__Your objective__
The task calls for each line of the records below in which the word "Hopkins" appears.

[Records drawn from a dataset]
-----

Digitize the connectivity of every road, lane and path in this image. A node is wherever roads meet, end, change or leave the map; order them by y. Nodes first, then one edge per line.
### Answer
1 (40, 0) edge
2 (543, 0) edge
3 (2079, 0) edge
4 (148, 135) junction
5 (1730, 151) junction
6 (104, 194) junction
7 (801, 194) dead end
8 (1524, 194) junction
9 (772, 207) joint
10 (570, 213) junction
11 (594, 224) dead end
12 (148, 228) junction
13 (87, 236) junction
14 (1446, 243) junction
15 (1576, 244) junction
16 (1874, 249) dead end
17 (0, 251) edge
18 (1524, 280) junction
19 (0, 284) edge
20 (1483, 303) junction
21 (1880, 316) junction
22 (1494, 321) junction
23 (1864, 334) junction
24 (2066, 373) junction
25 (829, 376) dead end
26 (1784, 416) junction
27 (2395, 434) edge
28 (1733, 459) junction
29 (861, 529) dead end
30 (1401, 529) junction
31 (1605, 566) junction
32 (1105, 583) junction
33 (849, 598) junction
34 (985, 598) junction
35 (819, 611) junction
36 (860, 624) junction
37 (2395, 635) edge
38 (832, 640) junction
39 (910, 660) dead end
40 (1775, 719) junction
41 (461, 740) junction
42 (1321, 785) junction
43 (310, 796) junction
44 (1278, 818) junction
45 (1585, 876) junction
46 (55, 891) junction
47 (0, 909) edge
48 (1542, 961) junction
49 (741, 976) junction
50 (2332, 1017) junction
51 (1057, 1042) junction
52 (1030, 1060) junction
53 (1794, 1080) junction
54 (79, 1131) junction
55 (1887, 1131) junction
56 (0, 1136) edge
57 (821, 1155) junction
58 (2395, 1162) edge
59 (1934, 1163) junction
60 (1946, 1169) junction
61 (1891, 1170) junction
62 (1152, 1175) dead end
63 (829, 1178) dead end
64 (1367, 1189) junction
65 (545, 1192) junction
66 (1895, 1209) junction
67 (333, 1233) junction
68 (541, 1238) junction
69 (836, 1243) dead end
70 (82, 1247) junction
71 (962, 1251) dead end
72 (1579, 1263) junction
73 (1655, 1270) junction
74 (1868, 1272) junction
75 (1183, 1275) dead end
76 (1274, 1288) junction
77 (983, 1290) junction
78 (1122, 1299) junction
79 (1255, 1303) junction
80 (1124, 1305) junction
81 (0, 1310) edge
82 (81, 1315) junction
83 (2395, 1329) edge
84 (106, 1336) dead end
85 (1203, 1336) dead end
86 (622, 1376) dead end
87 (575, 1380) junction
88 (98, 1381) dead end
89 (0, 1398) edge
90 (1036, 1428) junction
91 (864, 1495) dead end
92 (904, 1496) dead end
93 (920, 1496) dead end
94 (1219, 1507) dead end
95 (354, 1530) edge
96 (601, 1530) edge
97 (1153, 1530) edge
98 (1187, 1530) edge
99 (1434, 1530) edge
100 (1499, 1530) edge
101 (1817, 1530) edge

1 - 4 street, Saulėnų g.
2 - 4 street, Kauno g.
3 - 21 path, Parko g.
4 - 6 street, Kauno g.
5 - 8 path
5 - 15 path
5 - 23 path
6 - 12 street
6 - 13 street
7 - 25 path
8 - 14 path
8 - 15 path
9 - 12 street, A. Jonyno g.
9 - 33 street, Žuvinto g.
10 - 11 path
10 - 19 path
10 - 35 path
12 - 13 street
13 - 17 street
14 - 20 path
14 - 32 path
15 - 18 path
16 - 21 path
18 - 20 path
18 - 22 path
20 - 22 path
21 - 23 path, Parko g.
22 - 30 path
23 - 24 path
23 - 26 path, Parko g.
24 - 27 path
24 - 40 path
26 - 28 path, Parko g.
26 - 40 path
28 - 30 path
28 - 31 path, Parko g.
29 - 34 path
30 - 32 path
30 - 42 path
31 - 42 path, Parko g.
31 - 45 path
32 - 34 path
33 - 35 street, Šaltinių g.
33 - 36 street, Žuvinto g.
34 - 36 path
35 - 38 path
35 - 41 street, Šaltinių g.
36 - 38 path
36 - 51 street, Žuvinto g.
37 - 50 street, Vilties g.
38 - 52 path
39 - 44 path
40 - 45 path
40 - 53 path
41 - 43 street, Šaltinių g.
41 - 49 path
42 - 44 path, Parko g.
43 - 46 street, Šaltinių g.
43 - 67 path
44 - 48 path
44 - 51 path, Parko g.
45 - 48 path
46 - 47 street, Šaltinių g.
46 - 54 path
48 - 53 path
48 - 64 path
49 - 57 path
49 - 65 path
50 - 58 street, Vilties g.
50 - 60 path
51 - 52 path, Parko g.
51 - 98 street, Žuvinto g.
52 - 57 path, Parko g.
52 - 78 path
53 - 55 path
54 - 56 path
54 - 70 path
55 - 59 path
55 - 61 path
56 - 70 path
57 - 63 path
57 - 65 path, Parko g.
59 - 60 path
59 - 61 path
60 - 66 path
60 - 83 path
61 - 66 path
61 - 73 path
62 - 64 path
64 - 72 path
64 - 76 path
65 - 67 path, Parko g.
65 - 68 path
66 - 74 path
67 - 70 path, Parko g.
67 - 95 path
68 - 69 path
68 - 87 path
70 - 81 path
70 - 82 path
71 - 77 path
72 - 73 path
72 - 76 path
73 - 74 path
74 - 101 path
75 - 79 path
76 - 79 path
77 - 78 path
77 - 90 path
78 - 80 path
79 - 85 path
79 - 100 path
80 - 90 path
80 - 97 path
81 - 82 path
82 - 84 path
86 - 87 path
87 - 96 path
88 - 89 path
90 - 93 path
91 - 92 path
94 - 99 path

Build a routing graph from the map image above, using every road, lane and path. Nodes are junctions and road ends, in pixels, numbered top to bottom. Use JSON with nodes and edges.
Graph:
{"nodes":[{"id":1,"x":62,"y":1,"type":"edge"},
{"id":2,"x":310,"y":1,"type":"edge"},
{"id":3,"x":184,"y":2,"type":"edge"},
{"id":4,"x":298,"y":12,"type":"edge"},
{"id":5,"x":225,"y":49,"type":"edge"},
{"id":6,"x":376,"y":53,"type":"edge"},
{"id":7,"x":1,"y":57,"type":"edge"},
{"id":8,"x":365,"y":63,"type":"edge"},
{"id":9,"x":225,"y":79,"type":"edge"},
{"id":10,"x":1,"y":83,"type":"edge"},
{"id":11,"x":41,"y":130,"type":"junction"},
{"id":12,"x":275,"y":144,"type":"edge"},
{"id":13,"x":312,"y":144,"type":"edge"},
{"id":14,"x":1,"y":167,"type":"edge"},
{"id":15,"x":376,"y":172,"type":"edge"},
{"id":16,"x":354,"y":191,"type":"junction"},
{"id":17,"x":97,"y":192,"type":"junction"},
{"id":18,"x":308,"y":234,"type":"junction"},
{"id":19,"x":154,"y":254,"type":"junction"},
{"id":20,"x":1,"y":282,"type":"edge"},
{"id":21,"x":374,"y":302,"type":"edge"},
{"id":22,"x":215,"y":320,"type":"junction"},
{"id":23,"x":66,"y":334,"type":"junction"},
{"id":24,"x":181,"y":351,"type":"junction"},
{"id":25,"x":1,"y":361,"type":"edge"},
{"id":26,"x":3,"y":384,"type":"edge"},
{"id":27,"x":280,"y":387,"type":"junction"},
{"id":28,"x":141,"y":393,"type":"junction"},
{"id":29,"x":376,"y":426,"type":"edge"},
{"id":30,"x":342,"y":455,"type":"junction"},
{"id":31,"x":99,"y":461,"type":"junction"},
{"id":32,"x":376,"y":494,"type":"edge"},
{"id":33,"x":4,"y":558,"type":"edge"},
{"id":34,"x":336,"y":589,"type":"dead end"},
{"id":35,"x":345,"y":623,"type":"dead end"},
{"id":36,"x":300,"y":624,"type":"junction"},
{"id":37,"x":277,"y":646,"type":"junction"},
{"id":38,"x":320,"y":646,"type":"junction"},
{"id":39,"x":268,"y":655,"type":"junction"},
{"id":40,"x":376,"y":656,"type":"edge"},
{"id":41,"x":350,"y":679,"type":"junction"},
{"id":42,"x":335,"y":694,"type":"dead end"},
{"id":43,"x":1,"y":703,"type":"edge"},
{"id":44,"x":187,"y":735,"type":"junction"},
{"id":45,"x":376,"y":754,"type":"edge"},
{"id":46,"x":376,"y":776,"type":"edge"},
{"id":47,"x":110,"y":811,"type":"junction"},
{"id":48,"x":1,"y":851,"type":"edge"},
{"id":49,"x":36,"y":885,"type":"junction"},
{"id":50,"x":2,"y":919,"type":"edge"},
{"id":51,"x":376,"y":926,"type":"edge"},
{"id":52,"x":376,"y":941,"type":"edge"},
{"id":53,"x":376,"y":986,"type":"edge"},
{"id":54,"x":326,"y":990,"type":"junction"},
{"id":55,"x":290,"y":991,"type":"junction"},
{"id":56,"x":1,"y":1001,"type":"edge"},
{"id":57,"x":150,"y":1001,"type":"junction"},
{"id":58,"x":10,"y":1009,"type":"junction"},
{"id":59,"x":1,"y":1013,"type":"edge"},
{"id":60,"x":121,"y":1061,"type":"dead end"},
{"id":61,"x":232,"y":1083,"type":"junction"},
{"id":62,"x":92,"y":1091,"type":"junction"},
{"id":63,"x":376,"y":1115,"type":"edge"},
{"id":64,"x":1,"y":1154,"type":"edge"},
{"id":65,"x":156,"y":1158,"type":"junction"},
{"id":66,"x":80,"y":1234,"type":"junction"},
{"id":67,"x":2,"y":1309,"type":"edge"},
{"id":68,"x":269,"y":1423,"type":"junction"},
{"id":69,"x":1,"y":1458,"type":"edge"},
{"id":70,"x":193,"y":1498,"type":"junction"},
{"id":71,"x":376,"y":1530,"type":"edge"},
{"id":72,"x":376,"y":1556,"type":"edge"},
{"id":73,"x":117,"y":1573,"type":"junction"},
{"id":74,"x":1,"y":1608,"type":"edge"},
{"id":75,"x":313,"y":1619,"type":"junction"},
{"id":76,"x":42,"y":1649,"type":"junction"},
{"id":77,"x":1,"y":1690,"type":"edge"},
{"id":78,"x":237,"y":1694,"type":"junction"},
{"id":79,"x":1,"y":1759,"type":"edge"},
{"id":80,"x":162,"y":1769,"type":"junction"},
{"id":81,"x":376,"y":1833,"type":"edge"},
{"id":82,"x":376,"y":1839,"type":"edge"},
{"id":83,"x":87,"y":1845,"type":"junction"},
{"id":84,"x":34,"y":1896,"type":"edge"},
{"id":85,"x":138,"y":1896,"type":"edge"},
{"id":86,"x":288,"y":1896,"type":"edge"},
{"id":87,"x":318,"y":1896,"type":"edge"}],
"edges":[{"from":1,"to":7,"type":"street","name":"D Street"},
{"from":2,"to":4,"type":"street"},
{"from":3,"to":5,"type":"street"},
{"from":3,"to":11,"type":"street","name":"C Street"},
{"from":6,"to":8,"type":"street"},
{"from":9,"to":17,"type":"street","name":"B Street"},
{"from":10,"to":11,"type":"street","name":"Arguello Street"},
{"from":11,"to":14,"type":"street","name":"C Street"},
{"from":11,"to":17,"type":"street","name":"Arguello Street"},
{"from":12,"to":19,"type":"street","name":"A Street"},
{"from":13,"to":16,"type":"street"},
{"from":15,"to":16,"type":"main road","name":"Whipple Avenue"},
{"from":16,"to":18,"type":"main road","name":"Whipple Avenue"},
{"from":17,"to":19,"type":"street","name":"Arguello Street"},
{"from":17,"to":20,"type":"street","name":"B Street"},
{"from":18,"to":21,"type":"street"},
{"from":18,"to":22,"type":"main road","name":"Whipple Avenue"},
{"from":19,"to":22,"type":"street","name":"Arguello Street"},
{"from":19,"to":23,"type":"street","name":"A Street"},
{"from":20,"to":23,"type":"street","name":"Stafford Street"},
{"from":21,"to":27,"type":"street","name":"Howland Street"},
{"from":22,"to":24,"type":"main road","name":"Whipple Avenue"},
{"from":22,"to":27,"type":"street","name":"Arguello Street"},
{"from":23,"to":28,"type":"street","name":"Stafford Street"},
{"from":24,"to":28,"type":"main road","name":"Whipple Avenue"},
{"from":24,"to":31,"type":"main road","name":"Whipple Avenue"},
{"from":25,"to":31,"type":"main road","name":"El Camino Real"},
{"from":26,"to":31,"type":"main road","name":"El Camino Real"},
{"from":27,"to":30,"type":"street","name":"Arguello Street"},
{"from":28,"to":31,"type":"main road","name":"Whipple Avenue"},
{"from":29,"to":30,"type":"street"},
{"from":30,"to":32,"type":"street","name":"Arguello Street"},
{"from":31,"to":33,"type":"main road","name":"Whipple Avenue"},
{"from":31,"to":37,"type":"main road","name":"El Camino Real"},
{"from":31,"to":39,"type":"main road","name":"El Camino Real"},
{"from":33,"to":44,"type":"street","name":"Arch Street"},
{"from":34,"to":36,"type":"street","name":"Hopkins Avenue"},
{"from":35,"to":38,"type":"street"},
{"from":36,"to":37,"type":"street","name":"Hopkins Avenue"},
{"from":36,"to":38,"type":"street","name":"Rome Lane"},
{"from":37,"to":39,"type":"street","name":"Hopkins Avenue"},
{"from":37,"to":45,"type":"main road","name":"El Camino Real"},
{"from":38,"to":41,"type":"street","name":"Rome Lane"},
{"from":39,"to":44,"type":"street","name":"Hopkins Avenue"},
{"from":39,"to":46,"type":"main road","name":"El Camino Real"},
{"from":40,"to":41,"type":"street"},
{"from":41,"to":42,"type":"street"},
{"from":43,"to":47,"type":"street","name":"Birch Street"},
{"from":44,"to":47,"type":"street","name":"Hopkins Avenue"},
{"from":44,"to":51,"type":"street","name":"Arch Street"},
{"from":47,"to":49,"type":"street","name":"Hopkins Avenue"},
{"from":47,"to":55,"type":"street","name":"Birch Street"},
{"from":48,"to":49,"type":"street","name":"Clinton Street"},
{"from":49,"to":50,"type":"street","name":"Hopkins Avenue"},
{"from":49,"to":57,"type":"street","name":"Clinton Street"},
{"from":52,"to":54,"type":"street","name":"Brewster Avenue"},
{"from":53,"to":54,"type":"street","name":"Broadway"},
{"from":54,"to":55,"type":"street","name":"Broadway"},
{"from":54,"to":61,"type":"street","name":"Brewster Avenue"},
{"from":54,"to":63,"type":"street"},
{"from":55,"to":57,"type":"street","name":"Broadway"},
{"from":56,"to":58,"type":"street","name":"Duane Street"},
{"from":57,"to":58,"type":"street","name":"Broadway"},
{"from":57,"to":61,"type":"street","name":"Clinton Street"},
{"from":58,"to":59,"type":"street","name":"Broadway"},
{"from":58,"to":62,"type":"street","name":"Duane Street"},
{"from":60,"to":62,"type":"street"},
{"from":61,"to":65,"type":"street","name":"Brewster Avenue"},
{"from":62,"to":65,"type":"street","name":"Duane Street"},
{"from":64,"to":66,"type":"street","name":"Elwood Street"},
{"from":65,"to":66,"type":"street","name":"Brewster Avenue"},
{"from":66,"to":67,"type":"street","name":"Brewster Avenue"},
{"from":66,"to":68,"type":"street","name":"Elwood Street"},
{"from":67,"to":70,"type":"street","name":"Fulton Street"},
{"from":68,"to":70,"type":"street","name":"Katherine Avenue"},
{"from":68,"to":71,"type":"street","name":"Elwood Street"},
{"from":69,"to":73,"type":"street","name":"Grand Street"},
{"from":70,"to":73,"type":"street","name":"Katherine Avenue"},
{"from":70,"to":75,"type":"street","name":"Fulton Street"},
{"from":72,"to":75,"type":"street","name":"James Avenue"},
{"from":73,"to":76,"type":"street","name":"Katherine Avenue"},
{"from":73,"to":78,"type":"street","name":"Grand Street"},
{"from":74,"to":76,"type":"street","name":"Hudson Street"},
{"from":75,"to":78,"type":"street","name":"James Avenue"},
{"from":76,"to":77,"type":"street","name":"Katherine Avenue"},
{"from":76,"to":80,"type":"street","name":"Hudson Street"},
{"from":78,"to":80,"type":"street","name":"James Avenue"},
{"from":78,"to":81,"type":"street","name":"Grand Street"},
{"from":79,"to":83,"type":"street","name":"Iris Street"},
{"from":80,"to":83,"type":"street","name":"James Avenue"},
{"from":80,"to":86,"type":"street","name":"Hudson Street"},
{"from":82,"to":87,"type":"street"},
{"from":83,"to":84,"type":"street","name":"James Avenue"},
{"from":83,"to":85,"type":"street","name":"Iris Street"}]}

-----

__Final answer__
{"from":34,"to":36,"type":"street","name":"Hopkins Avenue"},
{"from":36,"to":37,"type":"street","name":"Hopkins Avenue"},
{"from":37,"to":39,"type":"street","name":"Hopkins Avenue"},
{"from":39,"to":44,"type":"street","name":"Hopkins Avenue"},
{"from":44,"to":47,"type":"street","name":"Hopkins Avenue"},
{"from":47,"to":49,"type":"street","name":"Hopkins Avenue"},
{"from":49,"to":50,"type":"street","name":"Hopkins Avenue"},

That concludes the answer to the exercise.